Sarah Palin was still a child when many women in this country fought for the right she would later avail herself of, the right to reflect and then to choose. I wonder whether her daughter was allowed the same control over her own reproductive fate -- since Palin also believes that minors should be required to have parental consent to get an abortion.

In her own life, it seems that Sarah “pro-life” Palin is also Sarah “pro-choice” Palin. I'm all for that. You chose, Sarah, as was your right. Think hard about the justice of denying that right to others.

Monday, October 6, 2008

Votezilla

I've just had my first experience of registering voters and I believe I may have missed my calling. Not only did I love it, but to my surprise, I was good at it. Normally I hate accosting strangers. I may be one of the few women around who would rather get hopelessly lost than stop and ask directions. There's always a tape playing in my head of the reasons someone probably doesn't want to talk to me: they're late for an appointment; it's time for their son's nap; they just had a fight with their husband. Even if they're not in a hurry, maybe they're in a bad mood.

But armed with a clipboard and a fresh batch of crisp white voter registration forms, I turned out to be unstoppable. No excuses. Kids fussy? I'm happy to amuse them while you fill out your form. Need to check in for a doctor's appointment? I'll sit with you in the waiting room while you get this done. Aren't eligible to vote because you are an ex-felon? Wait! The law has changed! Sit right here and we'll get you registered. It will only take a minute.

Not everyone needed persuading. Many people I met had already registered to vote, and some expressed great enthusiasm about our efforts. There were hugs and offers of help. Thus I enlisted several deputies, including Kenneth Eady, a young man who told me that he was planning to attend a vice-presidential-debate-watching party that night at a skating rink. The voter registration deadline was looming and he was sure that some of the guests still needed signing up. I gave him all the forms I had left. “When everyone gets there,” I joked, “just lock the door and don't let them out until they've filled out the forms.”

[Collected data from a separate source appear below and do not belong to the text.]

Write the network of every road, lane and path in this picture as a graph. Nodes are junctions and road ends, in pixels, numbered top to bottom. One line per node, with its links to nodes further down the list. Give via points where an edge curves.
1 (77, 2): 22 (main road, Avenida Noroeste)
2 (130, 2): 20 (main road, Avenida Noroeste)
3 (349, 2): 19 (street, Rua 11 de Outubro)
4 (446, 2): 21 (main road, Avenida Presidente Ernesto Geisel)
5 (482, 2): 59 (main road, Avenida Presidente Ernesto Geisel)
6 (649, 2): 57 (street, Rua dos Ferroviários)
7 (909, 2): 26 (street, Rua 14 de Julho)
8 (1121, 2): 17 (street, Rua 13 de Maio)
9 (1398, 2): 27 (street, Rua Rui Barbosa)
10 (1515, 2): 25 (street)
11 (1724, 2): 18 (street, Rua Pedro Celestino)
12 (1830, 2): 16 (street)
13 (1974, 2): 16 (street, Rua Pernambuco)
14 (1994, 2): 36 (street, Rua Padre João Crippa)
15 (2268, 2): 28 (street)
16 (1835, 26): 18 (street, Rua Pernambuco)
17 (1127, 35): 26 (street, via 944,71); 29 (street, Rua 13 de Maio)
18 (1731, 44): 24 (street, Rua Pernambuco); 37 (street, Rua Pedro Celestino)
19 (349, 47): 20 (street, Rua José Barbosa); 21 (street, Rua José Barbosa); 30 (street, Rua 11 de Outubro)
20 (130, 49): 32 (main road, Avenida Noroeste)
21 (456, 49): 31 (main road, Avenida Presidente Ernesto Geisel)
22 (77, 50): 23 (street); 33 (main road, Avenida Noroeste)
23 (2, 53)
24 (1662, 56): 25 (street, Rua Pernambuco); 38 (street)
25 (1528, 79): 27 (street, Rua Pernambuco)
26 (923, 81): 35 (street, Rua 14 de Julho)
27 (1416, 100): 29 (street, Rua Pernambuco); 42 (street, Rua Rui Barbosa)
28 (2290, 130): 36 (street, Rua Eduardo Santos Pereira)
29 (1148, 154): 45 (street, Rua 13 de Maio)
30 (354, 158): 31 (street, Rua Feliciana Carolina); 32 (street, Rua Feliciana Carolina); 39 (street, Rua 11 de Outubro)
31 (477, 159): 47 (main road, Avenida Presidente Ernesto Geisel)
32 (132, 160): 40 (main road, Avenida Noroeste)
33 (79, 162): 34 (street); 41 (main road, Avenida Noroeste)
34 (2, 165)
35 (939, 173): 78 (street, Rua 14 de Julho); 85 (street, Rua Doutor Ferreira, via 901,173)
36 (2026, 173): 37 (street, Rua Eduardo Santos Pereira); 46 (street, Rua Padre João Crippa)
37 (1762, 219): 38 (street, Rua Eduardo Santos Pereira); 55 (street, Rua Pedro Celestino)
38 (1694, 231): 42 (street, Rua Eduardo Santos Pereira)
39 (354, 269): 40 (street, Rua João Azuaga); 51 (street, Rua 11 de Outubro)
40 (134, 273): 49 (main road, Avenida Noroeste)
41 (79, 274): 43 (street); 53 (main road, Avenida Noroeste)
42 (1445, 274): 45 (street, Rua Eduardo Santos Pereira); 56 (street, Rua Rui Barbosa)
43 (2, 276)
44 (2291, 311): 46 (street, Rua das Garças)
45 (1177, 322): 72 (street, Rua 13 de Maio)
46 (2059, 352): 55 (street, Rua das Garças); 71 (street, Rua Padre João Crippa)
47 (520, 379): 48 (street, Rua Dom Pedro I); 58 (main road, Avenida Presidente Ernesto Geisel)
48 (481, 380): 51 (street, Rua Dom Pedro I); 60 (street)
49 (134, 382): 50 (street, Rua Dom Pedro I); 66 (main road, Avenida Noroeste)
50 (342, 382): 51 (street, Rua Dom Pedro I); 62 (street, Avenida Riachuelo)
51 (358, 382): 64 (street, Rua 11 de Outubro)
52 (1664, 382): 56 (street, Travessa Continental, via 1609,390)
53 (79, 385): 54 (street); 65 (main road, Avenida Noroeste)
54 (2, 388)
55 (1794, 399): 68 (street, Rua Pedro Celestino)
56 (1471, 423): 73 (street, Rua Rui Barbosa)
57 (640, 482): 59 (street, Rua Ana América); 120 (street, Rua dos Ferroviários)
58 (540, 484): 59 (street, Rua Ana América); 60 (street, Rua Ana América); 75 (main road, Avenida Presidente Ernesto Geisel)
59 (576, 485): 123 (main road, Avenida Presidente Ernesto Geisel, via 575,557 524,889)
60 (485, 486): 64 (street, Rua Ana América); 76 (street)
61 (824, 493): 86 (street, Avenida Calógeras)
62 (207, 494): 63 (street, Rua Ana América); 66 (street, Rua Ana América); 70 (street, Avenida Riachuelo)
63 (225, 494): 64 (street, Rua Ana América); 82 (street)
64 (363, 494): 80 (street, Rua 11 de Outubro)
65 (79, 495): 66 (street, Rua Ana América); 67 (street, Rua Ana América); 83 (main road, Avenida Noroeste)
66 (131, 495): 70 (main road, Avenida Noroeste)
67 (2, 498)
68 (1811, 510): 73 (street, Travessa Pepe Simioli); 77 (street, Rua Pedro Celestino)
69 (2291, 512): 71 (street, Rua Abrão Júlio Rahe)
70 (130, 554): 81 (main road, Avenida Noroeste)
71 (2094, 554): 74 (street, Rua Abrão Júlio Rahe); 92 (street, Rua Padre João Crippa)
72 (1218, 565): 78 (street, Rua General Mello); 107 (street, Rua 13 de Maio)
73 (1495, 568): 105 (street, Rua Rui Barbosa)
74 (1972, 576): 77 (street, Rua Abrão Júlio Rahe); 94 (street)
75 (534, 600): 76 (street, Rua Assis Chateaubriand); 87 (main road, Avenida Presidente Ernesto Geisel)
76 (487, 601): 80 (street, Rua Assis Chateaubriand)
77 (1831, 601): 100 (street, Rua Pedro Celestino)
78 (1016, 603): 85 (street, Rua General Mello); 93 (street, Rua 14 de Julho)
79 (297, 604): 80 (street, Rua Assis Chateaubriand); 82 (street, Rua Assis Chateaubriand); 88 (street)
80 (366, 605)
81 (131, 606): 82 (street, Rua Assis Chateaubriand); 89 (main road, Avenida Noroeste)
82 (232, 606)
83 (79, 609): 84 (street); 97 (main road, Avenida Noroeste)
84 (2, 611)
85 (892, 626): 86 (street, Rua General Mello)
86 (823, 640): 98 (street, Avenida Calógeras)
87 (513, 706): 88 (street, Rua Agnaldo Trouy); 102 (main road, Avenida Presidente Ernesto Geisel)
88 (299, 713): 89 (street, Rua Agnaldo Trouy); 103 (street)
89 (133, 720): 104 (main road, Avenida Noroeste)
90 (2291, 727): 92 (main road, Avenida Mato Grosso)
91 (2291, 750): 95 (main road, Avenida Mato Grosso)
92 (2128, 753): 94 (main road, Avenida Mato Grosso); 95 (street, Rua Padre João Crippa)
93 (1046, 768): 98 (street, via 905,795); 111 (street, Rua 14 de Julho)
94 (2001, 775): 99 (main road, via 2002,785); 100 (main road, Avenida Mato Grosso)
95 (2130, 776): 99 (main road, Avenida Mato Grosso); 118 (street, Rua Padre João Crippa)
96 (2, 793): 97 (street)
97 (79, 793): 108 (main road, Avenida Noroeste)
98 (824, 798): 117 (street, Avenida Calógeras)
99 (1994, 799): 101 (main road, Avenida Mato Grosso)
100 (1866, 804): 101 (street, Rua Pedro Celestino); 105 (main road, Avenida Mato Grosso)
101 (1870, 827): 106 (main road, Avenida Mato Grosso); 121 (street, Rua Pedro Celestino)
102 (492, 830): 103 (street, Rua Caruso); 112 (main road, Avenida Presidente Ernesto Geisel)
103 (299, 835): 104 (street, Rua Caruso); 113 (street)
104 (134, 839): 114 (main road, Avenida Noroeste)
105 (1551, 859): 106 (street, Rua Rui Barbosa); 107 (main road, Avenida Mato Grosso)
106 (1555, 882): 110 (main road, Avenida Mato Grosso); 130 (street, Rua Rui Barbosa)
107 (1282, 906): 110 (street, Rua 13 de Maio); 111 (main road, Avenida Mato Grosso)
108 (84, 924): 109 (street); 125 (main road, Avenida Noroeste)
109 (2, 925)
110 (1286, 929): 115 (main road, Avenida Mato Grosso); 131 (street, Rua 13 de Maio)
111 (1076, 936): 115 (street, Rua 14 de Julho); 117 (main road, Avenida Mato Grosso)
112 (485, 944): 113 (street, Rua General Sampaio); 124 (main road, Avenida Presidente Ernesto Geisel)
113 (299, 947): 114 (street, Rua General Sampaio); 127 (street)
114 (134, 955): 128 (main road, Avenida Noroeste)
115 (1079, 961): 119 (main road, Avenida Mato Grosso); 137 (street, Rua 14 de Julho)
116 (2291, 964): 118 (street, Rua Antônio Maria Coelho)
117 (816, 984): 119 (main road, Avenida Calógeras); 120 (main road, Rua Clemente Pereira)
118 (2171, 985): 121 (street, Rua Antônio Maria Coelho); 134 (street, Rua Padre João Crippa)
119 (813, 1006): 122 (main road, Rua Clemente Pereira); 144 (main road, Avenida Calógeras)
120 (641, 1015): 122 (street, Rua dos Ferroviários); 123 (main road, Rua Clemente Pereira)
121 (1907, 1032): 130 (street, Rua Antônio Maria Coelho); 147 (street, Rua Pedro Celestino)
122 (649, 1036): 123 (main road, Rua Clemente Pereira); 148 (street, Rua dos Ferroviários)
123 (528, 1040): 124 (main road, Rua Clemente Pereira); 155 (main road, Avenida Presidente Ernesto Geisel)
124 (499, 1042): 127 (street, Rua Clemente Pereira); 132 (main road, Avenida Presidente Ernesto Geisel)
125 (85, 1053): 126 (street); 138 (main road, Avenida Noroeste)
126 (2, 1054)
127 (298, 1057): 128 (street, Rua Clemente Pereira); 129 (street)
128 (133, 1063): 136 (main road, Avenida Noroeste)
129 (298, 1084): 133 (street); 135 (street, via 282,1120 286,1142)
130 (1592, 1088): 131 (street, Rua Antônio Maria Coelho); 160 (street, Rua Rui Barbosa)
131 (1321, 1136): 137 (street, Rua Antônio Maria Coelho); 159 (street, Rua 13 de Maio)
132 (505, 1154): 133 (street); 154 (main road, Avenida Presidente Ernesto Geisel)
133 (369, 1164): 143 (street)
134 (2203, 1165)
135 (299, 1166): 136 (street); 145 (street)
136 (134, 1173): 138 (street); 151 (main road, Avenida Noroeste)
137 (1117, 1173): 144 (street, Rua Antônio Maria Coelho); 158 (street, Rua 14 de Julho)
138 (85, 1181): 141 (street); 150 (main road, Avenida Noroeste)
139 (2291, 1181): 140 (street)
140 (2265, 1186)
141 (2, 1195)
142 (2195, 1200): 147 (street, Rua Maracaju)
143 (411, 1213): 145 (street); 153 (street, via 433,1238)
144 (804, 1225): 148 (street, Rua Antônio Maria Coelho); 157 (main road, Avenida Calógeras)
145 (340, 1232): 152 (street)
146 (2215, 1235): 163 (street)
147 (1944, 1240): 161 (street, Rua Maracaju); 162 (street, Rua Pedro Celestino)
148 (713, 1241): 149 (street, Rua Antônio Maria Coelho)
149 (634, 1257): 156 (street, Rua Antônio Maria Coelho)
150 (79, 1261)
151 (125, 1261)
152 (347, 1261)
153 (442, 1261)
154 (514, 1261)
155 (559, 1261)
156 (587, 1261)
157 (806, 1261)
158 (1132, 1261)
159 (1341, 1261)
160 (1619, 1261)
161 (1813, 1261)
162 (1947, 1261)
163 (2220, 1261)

I phoned the next day to see how things had gone, and discovered that Kenneth also had succumbed to registration fever. After signing up a dozen or so new voters at the roller rink, he'd acquired a second batch of forms from the Vote from Home headquarters. I caught him just as he was about to head out and start canvassing campus restaurants. “There are only two more days!” he reminded me, and I knew someone else had found a calling.